So I went into Madame Sordeville's house; I continued to give her that name in my mind. She came to meet me, ushered me into the room, sat down, and pointed to a chair near hers. I took it and waited to hear what she had to say to me. She hesitated and seemed embarrassed; but she looked at me often, and her flashing eyes seemed to try to force me to speak first. Despite the fire of her glance, despite the dangerous play of her eyes, I remained dumb. At last, Armantine decided to begin the interview:
"When I went to call upon Frédérique, monsieur, I did not expect, I confess, to find you there, and especially to find you established there as if you were at home."

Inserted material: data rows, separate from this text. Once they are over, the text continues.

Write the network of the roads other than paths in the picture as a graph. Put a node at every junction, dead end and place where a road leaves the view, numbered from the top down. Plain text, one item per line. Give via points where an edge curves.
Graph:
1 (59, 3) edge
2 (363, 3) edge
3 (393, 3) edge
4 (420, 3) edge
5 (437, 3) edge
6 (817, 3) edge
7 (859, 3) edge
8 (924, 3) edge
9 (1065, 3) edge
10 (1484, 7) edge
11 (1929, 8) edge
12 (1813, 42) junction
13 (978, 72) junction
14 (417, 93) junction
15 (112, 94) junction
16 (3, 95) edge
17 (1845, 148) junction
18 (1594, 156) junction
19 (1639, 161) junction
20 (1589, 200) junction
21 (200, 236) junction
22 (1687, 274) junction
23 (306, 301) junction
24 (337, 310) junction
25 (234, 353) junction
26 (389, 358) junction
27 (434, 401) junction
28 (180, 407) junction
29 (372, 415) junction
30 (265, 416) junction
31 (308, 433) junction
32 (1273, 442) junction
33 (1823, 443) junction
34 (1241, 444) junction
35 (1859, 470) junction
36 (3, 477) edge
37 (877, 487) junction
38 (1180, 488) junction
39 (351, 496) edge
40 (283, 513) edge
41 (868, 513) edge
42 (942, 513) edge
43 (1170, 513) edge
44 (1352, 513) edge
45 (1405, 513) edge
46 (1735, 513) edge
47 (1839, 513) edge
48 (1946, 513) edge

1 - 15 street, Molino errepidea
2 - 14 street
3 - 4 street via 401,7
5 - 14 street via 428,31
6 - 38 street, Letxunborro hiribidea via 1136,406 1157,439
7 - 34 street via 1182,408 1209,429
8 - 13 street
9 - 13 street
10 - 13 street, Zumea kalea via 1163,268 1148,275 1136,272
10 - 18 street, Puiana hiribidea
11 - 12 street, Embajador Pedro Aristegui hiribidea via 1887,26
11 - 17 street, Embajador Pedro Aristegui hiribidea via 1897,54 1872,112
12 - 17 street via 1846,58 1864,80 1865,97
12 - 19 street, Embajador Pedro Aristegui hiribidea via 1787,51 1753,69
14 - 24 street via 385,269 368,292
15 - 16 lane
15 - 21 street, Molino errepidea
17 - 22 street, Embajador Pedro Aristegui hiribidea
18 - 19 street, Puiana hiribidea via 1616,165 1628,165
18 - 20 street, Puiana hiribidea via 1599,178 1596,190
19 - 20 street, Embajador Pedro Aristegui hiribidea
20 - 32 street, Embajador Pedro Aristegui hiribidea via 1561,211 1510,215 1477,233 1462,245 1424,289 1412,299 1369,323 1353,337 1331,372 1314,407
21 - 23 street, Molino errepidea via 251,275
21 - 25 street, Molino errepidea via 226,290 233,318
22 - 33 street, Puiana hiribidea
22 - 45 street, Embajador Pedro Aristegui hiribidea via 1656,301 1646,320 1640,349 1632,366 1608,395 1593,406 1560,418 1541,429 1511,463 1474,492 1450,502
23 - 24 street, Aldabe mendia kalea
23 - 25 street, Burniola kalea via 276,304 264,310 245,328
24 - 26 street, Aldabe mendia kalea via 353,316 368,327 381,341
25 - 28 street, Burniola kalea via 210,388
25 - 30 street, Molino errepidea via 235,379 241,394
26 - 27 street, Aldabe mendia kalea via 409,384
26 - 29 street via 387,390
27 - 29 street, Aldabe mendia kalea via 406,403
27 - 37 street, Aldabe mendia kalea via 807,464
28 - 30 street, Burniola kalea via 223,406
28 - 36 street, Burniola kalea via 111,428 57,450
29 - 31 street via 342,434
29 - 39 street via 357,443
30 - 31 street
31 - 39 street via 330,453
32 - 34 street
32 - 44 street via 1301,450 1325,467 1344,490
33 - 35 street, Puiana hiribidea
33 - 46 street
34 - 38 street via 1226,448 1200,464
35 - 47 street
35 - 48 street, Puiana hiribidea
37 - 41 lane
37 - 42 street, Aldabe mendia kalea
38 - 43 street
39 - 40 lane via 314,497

"What do you mean by that, madame?"
"You must understand me. The familiarity now existing between you and my friend is evident enough; indeed, she makes no attempt to hide it! But, I repeat, I did not expect that—not that I presume to reproach you, for I have no right to do so. You love—you do not love—that happens every day. As for my friend"—Armantine dwelt significantly on the last word—"as for my friend, it seems to me that I might be a little offended with her without laying myself too much open to blame. Her conduct toward me is hardly that of a really sincere friend. In leading you on to make love to her, to become her—her lover, in short, she has not acted with delicacy, and——"

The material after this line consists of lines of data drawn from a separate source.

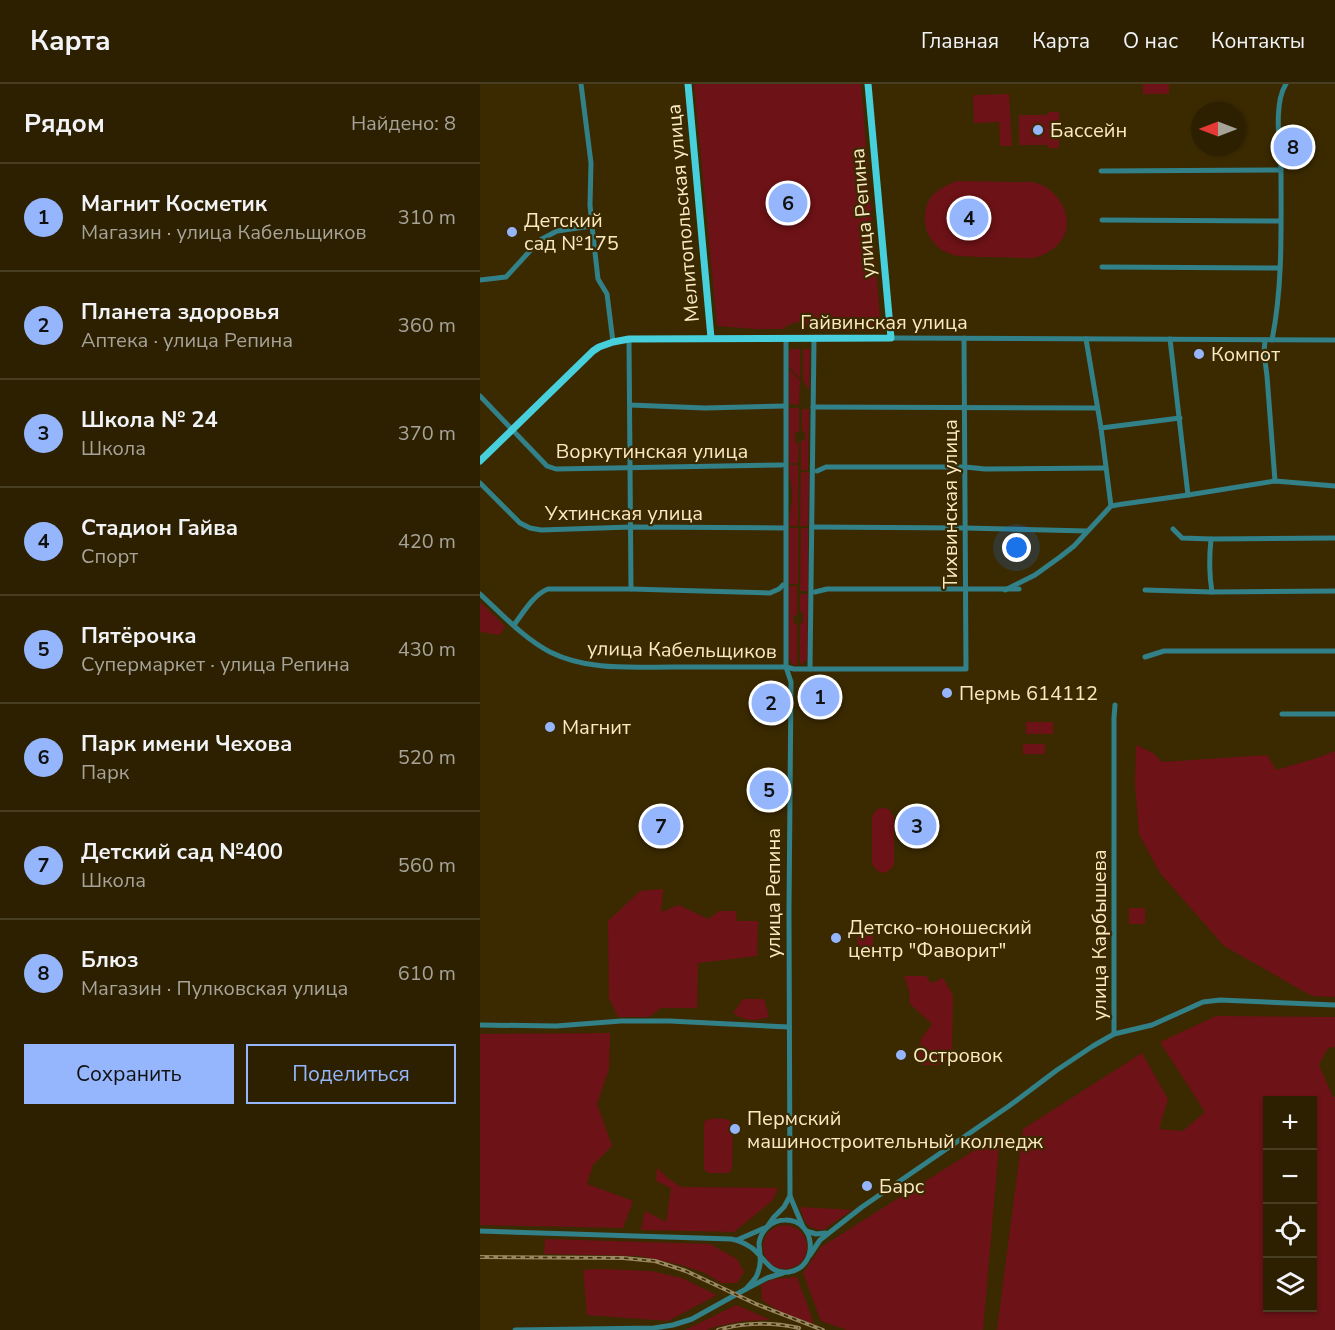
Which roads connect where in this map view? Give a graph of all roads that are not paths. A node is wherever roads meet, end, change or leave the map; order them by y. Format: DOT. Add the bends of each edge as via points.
graph roads {
  1 [pos="581,84"];
  2 [pos="688,84"];
  3 [pos="868,84"];
  4 [pos="1286,84"];
  5 [pos="1281,170"];
  6 [pos="1101,171"];
  7 [pos="1102,220"];
  8 [pos="1280,221"];
  9 [pos="592,226"];
  10 [pos="1102,267"];
  11 [pos="1280,268"];
  12 [pos="480,280"];
  13 [pos="711,338"];
  14 [pos="786,338"];
  15 [pos="814,338"];
  16 [pos="891,338"];
  17 [pos="964,338"];
  18 [pos="629,339"];
  19 [pos="1086,339"];
  20 [pos="1170,339"];
  21 [pos="1264,340"];
  22 [pos="1272,340"];
  23 [pos="1335,340"];
  24 [pos="613,342"];
  25 [pos="480,396"];
  26 [pos="630,405"];
  27 [pos="786,406"];
  28 [pos="813,406"];
  29 [pos="964,407"];
  30 [pos="1096,408"];
  31 [pos="1180,418"];
  32 [pos="1101,428"];
  33 [pos="512,430"];
  34 [pos="480,461"];
  35 [pos="782,465"];
  36 [pos="965,467"];
  37 [pos="630,468"];
  38 [pos="1106,468"];
  39 [pos="817,471"];
  40 [pos="1275,481"];
  41 [pos="480,483"];
  42 [pos="1335,486"];
  43 [pos="1188,495"];
  44 [pos="1112,506"];
  45 [pos="631,527"];
  46 [pos="812,527"];
  47 [pos="786,528"];
  48 [pos="965,528"];
  49 [pos="1173,529"];
  50 [pos="1087,531"];
  51 [pos="1335,538"];
  52 [pos="1211,539"];
  53 [pos="783,585"];
  54 [pos="631,589"];
  55 [pos="965,589"];
  56 [pos="1019,589"];
  57 [pos="1005,590"];
  58 [pos="1145,590"];
  59 [pos="1335,591"];
  60 [pos="815,592"];
  61 [pos="1212,592"];
  62 [pos="480,594"];
  63 [pos="514,625"];
  64 [pos="1335,651"];
  65 [pos="1144,657"];
  66 [pos="786,667"];
  67 [pos="799,669"];
  68 [pos="810,669"];
  69 [pos="966,669"];
  70 [pos="791,682"];
  71 [pos="1115,705"];
  72 [pos="1282,714"];
  73 [pos="1335,714"];
  74 [pos="1335,1005"];
  75 [pos="480,1025"];
  76 [pos="789,1027"];
  77 [pos="1114,1034"];
  78 [pos="790,1196"];
  79 [pos="767,1227"];
  80 [pos="805,1229"];
  81 [pos="480,1231"];
  82 [pos="830,1232"];
  83 [pos="737,1240"];
  84 [pos="810,1255"];
  85 [pos="760,1256"];
  86 [pos="786,1272"];
  87 [pos="746,1289"];
  88 [pos="654,1329"];
  89 [pos="515,1330"];
  1 -- 9 [label="street" via="591,163"];
  2 -- 13 [label="main road, Мелитопольская улица"];
  3 -- 16 [label="main road, улица Репина"];
  4 -- 5 [label="street" via="1280,100"];
  5 -- 6 [label="street"];
  5 -- 8 [label="street"];
  7 -- 8 [label="street"];
  8 -- 11 [label="street"];
  9 -- 12 [label="street" via="557,231 540,240 506,277"];
  9 -- 24 [label="street" via="598,279 608,297"];
  10 -- 11 [label="street"];
  11 -- 22 [label="street"];
  13 -- 14 [label="main road, Гайвинская улица"];
  13 -- 18 [label="main road, Гайвинская улица"];
  14 -- 15 [label="main road, Гайвинская улица"];
  14 -- 27 [label="street, улица Репина"];
  15 -- 16 [label="main road, Гайвинская улица"];
  15 -- 28 [label="street"];
  16 -- 17 [label="street, Гайвинская улица"];
  17 -- 19 [label="street, Гайвинская улица"];
  17 -- 29 [label="street, Тихвинская улица"];
  18 -- 24 [label="main road, Гайвинская улица"];
  18 -- 26 [label="street"];
  19 -- 20 [label="street, Гайвинская улица"];
  19 -- 30 [label="street"];
  20 -- 21 [label="street, Гайвинская улица"];
  20 -- 31 [label="street"];
  21 -- 22 [label="street, Гайвинская улица"];
  21 -- 40 [label="street"];
  22 -- 23 [label="street, Гайвинская улица"];
  24 -- 33 [label="main road, Гайвинская улица" via="594,351"];
  25 -- 33 [label="street, Воркутинская улица"];
  26 -- 27 [label="street"];
  26 -- 37 [label="street"];
  27 -- 47 [label="street, улица Репина"];
  28 -- 29 [label="street"];
  28 -- 46 [label="street"];
  29 -- 30 [label="street"];
  29 -- 36 [label="street, Тихвинская улица"];
  30 -- 32 [label="street"];
  31 -- 32 [label="street"];
  31 -- 43 [label="street"];
  32 -- 38 [label="street"];
  33 -- 34 [label="main road, Гайвинская улица"];
  33 -- 37 [label="street, Воркутинская улица" via="547,466 556,469"];
  35 -- 37 [label="street, Воркутинская улица"];
  36 -- 38 [label="street"];
  36 -- 39 [label="street" via="826,467"];
  36 -- 48 [label="street, Тихвинская улица"];
  37 -- 45 [label="street"];
  38 -- 44 [label="street"];
  40 -- 42 [label="street"];
  40 -- 43 [label="street"];
  41 -- 45 [label="street, Ухтинская улица" via="530,528"];
  43 -- 44 [label="street"];
  44 -- 50 [label="street"];
  45 -- 47 [label="street, Ухтинская улица"];
  45 -- 54 [label="street"];
  46 -- 48 [label="street"];
  46 -- 68 [label="street"];
  47 -- 66 [label="street, улица Репина"];
  48 -- 50 [label="street"];
  48 -- 55 [label="street, Тихвинская улица"];
  49 -- 52 [label="street" via="1182,538"];
  50 -- 57 [label="street" via="1074,546 1035,575"];
  51 -- 52 [label="street"];
  52 -- 61 [label="street"];
  53 -- 54 [label="street" via="770,593"];
  54 -- 63 [label="street" via="548,589"];
  55 -- 57 [label="street"];
  55 -- 60 [label="street" via="827,588"];
  55 -- 69 [label="street, Тихвинская улица"];
  56 -- 57 [label="street"];
  58 -- 61 [label="street"];
  59 -- 61 [label="street"];
  62 -- 63 [label="street, улица Кабельщиков"];
  63 -- 66 [label="street, улица Кабельщиков" via="550,652 587,665"];
  64 -- 65 [label="street" via="1164,651"];
  66 -- 67 [label="street, улица Кабельщиков"];
  66 -- 70 [label="street, улица Репина"];
  67 -- 68 [label="street, улица Кабельщиков"];
  67 -- 70 [label="street, улица Кабельщиков"];
  68 -- 69 [label="street, улица Кабельщиков"];
  70 -- 76 [label="street, улица Репина"];
  71 -- 77 [label="street, улица Карбышева"];
  72 -- 73 [label="street"];
  74 -- 77 [label="street" via="1203,1002 1152,1025"];
  75 -- 76 [label="street" via="670,1020"];
  76 -- 78 [label="street, улица Репина"];
  77 -- 82 [label="street, улица Карбышева" via="1057,1070"];
  78 -- 79 [label="street"];
  78 -- 80 [label="street"];
  79 -- 80 [label="street" via="783,1220"];
  79 -- 83 [label="street"];
  79 -- 85 [label="street" via="759,1242"];
  80 -- 82 [label="street" via="821,1234"];
  80 -- 84 [label="street" via="812,1247"];
  81 -- 83 [label="street"];
  82 -- 84 [label="street, улица Карбышева"];
  83 -- 85 [label="street"];
  84 -- 86 [label="street" via="800,1268"];
  85 -- 86 [label="street" via="776,1271"];
  85 -- 87 [label="street" via="756,1278"];
  86 -- 87 [label="street"];
  87 -- 88 [label="street" via="692,1319"];
  88 -- 89 [label="street"];
}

At this point, I interrupted her.
"I don't quite know what you mean, madame," I said; "I begin by informing you that I am not Madame Dauberny's lover, that I am simply her friend. But even if I were in love with that lady, and she should do me the honor to reciprocate my feeling for her, wherein, I pray to know, could it offend you, or even interest you in the least, madame?"
Armantine was silent for a moment; she sighed, and murmured at last:
"I see that you have not forgotten the way I left you one day on the Champs-Élysées. I was wrong, monsieur, very wrong; I have often regretted it since. But do you not know that women sometimes have caprices, moments of irritation, which they themselves cannot understand? It may be that I am more subject than other women to such freaks. But, when I confess my sins, will you continue to bear malice?"
Armantine was really very fascinating; while "confessing her sins," she indulged in a thousand coquettish little manœuvres which would have turned many a man's head. But I was in love with another woman, and that love must have been most sincere, for Armantine's tender glances had no effect whatever on my heart.
"I bear you no ill will at all, madame," I said, with a smile. "That episode faded from my memory long ago, and I supposed that it was the same with you. You owe me no apology; indeed, as you know, time changes the aspect of many things. To-day, it seems to me that that old story does not deserve a moment's thought from either of us. Au revoir, madame! With your permission, I will continue my walk."